Child’s play
Updated On: 26 June, 2022 07:31 AM IST | Mumbai | Sumedha Raikar Mhatre
In her fifth play targeted at toddlers, a theatre educator uses movement, material and non-verbal cues to evoke the microscopic environments that live off a tree

Sananda Mukhopadhyaya’s childhood in tree-laden Trombay was the perfect induction into the outdoors, influencing her work as an artiste
A Mumbaikar is currently exploring tree life in Bengaluru, particularly the ones at the Lalbagh Botanical Garden. Observing leaves, seed pods, beehives, ants, nests, bugs and fungi is not part of a city walk she generally enjoys. But the educator-director Sananda Mukhopadhyaya, 34, is sourcing material for her fifth play, Ee Gida, Aa Mara (Kannada title translates to This Plant, That Tree) to be mounted today evening at Aha! International Children’s Theatre Festival 2022. After two debut shows in Bengaluru, each booked by 30 toddlers and 30 caregivers, the play will be performed in Pune on July 1 and thereafter, in Mumbai post monsoon.
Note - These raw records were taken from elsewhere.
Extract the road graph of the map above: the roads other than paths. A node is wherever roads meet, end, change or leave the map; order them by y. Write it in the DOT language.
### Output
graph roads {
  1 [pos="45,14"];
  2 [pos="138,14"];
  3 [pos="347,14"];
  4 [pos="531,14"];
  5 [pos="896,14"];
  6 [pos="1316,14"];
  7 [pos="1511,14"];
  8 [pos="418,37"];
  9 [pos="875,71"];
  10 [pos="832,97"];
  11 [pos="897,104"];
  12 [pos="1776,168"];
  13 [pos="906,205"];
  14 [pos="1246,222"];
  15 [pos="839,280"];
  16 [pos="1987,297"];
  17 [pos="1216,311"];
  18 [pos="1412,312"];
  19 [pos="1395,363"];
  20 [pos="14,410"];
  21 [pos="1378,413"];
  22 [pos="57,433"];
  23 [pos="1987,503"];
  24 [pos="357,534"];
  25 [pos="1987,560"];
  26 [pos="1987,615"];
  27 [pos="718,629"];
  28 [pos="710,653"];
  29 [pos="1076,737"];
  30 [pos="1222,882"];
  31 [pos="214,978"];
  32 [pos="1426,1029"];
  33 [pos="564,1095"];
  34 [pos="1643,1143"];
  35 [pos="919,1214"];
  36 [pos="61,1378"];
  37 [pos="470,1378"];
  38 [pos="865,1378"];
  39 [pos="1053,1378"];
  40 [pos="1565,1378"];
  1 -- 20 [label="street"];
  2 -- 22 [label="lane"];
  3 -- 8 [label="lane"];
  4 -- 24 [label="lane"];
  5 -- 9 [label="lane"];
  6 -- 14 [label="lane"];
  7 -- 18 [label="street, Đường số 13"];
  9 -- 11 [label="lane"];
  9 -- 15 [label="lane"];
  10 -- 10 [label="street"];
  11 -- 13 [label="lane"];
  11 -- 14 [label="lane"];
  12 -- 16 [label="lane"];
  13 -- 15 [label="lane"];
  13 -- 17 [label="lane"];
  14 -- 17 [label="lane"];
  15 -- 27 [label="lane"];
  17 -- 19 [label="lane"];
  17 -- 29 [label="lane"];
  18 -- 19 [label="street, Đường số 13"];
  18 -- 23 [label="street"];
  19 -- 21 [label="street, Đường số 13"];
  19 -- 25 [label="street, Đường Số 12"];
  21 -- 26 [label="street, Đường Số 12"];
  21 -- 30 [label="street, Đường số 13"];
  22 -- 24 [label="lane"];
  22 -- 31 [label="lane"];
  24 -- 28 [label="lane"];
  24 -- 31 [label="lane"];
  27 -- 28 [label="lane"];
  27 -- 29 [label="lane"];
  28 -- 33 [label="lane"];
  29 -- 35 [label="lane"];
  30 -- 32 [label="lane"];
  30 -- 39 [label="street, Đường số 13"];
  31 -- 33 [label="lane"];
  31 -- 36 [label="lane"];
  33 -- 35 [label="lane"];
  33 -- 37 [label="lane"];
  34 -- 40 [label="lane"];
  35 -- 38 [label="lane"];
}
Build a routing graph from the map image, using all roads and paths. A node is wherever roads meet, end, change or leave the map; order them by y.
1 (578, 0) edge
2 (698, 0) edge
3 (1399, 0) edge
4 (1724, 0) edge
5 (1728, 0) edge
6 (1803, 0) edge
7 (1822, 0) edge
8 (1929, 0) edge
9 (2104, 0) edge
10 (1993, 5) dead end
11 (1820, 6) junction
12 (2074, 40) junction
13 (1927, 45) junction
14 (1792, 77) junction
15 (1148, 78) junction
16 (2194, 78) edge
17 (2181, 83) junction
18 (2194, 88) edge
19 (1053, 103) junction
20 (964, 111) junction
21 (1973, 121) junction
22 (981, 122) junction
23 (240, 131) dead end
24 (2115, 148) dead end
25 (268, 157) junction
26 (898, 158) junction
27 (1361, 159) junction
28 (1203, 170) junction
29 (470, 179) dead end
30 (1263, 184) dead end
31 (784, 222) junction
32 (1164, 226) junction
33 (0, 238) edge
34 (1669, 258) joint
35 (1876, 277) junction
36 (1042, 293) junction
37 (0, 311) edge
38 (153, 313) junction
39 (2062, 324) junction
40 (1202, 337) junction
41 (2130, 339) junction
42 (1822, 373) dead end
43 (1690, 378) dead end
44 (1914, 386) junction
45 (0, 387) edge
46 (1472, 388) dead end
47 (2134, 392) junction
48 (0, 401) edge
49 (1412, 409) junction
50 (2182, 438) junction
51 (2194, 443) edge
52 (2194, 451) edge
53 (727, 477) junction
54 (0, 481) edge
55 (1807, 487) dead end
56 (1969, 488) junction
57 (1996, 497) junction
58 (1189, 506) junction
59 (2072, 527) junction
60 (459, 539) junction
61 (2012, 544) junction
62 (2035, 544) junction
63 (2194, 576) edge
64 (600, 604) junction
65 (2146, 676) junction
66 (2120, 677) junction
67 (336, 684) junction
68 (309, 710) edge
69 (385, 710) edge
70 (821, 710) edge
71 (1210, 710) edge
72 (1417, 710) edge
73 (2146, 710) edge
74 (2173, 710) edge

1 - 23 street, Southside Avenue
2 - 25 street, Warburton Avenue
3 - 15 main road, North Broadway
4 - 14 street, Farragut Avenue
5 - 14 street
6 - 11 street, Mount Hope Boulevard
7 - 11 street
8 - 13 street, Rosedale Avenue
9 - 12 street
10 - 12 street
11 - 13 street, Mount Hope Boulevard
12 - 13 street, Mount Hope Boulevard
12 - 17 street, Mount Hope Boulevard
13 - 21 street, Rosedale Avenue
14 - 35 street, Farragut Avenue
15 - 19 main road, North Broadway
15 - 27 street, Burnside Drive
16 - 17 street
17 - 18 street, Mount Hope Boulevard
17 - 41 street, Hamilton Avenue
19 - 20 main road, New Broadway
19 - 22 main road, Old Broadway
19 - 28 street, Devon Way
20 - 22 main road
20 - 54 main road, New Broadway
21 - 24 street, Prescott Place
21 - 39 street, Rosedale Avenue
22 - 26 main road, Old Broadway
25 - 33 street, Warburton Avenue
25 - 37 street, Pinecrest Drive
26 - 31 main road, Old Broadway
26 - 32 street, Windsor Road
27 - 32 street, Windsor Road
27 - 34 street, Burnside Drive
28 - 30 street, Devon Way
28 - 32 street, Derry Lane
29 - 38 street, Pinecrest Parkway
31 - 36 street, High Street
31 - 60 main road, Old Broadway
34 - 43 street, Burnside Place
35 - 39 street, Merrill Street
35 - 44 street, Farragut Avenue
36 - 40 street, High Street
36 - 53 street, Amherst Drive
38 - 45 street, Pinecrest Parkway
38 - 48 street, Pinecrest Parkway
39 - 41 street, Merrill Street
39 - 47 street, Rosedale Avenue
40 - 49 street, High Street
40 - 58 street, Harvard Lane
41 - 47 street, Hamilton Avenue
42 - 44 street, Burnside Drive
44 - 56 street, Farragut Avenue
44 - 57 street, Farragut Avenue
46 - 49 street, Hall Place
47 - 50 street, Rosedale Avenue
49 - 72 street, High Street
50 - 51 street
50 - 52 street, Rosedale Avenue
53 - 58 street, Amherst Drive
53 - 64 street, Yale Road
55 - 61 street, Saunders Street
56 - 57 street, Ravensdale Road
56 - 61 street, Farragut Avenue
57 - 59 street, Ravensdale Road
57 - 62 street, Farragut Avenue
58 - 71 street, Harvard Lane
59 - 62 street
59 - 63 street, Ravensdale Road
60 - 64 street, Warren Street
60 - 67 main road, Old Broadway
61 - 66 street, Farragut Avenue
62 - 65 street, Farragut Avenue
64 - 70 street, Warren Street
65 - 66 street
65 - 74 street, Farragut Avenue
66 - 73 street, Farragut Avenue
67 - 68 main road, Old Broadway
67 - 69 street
For those who have followed Mukhopadhyaya’s theatre for early years, and also tracked her Mumbai Overstory-A Tree Walk, the new venture ties in well with her vision of trees “as a community of city dwellers, migrants in a mega city”. With both parents as biologists, the artiste’s childhood in tree-laden Trombay brought an extraordinary induction into the sylvan outdoors and treks to the forts and peaks of the Sahyadri range. Her interest in ecology and nature conservation runs as a constant theme in her varied work, be it the first two plays exploring textile and wool (Warp and Weft, and Ool) or the booklet Peer Ponder Play, which guides children to make sense of their environment using artistic tools.